The result: two interlocking pieces of legislation, each covering ground the other doesn't. Since 2025, that relationship has shifted again — the Data (Use and Access) Act 2025 (DUAA) has amended both UK GDPR and the DPA 2018 directly, with major changes taking effect from 5 February 2026 and further provisions due on 19 June 2026. Neither law has been replaced; both have been updated in place.

What the Data Protection Act 2018 Actually Covers

Think of the DPA 2018 as the law that handles everything UK GDPR doesn't reach.

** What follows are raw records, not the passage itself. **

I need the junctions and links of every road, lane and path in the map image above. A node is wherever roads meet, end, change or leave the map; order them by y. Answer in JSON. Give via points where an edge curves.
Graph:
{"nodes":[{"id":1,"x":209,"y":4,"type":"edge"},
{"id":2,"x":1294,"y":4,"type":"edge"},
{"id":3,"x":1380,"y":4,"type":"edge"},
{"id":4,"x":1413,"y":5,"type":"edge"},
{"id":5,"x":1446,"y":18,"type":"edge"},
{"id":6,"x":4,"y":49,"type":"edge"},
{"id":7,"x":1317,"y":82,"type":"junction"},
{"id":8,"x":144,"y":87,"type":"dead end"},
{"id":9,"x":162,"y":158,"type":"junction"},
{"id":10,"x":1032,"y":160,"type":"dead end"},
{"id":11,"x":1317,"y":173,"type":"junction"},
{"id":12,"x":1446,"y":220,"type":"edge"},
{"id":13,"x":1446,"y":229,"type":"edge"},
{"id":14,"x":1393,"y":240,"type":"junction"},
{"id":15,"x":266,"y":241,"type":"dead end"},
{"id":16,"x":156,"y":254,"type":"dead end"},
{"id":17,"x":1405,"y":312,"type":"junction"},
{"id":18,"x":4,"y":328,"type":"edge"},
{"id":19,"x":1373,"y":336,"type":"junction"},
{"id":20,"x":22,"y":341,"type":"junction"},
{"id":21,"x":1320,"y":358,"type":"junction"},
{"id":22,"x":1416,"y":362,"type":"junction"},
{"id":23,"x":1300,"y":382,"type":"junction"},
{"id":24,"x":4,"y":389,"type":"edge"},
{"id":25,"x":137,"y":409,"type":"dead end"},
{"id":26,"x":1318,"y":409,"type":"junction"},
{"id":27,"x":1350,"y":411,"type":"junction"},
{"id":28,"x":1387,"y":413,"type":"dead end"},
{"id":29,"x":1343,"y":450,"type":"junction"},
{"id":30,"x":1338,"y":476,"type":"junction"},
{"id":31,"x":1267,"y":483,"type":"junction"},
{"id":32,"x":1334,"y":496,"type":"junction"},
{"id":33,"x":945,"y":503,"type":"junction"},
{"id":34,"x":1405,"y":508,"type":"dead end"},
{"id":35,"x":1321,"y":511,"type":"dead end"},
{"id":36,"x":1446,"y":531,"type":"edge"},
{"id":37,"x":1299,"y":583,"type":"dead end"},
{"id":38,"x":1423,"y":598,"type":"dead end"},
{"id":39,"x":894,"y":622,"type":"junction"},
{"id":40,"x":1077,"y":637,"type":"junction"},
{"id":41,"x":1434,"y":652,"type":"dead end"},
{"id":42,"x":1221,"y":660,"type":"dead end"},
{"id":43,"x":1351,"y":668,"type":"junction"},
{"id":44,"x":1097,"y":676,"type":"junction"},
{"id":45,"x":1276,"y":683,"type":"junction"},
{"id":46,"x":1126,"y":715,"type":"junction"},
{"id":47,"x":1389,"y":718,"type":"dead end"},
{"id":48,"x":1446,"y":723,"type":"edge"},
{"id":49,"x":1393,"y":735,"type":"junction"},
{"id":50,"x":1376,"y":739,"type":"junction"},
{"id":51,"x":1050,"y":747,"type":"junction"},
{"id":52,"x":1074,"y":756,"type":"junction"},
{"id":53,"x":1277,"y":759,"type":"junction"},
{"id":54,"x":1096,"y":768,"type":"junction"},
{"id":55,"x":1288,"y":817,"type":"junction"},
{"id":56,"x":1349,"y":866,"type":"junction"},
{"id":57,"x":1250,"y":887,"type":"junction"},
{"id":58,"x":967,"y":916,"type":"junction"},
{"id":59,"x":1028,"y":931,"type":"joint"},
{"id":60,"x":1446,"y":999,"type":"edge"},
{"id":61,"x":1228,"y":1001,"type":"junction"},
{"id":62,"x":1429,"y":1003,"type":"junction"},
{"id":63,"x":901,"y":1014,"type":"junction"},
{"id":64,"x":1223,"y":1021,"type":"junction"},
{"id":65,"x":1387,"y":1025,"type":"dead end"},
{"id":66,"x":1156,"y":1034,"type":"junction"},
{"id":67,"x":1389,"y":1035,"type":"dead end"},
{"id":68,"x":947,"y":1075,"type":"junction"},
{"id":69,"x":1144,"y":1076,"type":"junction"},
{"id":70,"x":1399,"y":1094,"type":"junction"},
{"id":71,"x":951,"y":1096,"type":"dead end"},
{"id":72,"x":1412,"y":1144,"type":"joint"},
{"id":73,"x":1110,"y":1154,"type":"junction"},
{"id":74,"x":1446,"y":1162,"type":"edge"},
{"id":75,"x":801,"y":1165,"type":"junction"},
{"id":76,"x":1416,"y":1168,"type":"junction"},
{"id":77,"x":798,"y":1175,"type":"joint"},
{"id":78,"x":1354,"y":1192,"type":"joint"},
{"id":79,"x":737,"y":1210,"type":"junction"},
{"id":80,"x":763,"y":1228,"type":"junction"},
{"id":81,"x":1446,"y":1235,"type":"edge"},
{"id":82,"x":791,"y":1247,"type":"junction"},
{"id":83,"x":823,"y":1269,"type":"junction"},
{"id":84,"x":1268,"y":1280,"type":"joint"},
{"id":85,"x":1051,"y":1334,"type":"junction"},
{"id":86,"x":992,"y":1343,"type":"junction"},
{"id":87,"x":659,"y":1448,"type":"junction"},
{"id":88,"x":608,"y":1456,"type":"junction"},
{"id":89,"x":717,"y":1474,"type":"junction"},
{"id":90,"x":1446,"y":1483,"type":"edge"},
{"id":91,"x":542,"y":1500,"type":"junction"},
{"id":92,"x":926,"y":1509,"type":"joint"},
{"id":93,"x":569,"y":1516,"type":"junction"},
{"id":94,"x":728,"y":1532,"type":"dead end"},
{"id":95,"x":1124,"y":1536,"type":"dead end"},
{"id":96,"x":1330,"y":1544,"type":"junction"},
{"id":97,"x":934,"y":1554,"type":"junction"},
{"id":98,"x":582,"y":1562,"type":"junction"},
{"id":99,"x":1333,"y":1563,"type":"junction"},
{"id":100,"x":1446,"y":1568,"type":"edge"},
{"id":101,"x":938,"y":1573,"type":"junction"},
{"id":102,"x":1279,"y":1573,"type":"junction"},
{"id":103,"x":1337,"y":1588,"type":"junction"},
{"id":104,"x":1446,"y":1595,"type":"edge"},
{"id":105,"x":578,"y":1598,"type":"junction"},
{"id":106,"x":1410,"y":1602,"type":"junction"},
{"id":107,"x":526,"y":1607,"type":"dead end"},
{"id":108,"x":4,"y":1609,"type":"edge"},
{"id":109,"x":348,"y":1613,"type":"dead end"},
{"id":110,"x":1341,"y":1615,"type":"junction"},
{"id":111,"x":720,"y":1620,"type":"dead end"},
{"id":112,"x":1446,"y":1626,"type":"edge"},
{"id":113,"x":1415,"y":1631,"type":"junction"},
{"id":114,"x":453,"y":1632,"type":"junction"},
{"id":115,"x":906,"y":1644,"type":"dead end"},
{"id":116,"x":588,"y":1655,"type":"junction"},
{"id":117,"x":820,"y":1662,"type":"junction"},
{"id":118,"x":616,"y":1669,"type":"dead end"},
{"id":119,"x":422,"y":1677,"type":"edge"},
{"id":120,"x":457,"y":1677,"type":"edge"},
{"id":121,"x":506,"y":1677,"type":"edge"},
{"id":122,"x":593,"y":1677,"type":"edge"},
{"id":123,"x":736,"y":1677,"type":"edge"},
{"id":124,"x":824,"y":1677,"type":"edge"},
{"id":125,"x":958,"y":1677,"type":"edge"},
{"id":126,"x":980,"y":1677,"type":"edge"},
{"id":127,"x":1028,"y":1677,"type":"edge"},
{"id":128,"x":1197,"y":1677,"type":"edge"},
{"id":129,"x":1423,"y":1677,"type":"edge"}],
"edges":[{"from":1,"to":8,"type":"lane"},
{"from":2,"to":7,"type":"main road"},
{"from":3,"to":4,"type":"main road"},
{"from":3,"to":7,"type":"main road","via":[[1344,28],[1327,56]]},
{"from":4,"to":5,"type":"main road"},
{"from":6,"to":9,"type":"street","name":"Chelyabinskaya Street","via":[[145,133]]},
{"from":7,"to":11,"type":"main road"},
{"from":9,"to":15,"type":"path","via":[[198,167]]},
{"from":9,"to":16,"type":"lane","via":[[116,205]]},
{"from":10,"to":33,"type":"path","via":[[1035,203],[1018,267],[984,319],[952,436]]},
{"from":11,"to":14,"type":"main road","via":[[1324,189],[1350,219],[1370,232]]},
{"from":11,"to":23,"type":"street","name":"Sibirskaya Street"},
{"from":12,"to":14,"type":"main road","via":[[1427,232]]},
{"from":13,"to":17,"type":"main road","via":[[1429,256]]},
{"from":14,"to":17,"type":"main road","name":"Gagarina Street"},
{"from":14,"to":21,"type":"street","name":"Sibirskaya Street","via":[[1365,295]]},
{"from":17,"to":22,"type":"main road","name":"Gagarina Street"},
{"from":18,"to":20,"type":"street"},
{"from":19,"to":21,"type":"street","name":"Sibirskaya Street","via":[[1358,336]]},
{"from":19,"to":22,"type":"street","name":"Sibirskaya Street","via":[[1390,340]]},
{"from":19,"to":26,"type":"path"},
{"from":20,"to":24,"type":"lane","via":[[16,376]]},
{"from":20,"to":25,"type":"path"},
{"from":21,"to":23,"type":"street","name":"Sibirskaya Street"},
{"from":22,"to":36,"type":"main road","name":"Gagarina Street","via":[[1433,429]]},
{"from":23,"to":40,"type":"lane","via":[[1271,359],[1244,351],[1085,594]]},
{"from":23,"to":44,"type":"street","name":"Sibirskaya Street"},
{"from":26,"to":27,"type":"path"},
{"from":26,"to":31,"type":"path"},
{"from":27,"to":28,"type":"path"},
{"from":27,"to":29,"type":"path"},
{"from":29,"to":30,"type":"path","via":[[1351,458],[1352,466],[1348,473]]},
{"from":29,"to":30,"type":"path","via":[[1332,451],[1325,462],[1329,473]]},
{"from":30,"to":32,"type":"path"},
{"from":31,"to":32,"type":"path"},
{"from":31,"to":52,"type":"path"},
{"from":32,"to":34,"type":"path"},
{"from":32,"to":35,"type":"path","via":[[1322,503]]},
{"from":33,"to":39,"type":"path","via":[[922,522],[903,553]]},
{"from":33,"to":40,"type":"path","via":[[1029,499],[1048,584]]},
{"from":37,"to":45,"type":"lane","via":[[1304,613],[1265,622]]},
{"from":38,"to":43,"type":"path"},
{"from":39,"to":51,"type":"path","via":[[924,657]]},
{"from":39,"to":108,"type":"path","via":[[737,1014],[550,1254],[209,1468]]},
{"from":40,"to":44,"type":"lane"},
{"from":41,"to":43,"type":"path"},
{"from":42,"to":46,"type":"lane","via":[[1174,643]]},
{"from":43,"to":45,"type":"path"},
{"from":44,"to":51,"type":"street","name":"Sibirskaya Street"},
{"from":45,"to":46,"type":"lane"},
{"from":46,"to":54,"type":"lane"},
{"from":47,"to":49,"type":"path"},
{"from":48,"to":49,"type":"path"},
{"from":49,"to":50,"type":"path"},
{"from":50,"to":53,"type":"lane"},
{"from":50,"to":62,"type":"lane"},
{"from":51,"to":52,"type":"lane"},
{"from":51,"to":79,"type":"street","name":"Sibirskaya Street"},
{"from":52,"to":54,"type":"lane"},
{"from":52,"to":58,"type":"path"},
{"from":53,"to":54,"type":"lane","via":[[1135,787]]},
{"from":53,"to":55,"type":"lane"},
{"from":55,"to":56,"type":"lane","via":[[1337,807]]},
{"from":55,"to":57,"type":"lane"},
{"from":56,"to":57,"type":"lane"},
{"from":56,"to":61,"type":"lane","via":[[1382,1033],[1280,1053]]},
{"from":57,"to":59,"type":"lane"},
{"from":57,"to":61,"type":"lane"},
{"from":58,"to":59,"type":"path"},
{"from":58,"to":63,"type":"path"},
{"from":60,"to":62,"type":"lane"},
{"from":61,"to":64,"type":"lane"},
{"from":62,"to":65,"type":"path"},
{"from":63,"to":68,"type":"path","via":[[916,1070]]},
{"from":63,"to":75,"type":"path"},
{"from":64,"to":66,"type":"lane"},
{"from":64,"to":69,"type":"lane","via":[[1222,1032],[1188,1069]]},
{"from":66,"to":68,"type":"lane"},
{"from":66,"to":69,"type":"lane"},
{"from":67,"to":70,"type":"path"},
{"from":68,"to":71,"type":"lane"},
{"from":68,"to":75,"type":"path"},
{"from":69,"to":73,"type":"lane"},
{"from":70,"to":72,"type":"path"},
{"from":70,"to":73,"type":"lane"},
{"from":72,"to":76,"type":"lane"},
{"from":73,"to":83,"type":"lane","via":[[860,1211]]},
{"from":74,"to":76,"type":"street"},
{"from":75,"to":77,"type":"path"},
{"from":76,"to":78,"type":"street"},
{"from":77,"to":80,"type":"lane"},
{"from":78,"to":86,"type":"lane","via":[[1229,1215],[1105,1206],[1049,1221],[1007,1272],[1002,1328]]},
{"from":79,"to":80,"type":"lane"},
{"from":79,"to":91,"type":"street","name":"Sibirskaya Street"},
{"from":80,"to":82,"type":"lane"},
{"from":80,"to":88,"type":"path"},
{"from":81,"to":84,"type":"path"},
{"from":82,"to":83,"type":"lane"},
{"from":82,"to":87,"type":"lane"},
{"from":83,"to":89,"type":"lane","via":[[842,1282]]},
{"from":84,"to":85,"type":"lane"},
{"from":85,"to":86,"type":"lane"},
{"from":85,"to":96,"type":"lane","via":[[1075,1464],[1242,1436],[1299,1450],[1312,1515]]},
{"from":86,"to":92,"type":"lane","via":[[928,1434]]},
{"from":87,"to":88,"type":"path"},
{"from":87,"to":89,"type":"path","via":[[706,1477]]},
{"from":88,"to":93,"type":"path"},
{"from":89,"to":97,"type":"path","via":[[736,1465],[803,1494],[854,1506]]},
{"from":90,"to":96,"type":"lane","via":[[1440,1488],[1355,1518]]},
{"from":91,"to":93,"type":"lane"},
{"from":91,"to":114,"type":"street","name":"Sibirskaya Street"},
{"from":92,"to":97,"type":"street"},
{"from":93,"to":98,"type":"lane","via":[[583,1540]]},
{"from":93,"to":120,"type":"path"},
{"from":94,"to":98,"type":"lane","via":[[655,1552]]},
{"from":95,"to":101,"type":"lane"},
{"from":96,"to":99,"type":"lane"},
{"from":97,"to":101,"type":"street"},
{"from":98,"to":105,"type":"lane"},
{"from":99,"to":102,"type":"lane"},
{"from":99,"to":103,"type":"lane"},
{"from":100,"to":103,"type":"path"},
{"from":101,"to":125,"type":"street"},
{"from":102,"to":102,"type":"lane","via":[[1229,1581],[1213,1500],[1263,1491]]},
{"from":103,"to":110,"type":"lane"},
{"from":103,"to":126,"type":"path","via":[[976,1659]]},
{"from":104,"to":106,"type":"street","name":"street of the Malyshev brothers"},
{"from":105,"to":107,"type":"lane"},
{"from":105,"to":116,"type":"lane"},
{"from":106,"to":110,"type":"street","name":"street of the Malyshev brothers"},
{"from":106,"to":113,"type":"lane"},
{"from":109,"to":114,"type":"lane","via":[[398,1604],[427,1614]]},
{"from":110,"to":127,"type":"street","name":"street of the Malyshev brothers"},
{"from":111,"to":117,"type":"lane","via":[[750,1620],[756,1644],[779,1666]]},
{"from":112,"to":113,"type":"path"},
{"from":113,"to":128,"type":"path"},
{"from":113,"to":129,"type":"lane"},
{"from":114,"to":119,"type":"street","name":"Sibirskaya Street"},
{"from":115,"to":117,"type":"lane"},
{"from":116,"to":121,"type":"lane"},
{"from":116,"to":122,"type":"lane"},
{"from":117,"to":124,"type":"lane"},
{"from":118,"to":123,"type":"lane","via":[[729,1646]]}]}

Specifically, it covers:

  • Law enforcement processing — how police forces and other agencies handle personal data for the purposes of preventing, investigating, or prosecuting crime (governed by "Part 3" of the Act).
  • Intelligence services processing — data handled by the UK's security and intelligence agencies (Part 4).
  • National security exemptions — circumstances where standard data protection obligations can be set aside for national security reasons.
  • UK-specific exemptions — a list of situations where certain UK GDPR obligations don't fully apply, such as processing for journalism, legal privilege, or regulatory functions.
  • The ICO's powers and enforcement mechanisms — including fining powers and investigatory authority.
  • Criminal offences relating to data protection, such as unlawfully obtaining personal data.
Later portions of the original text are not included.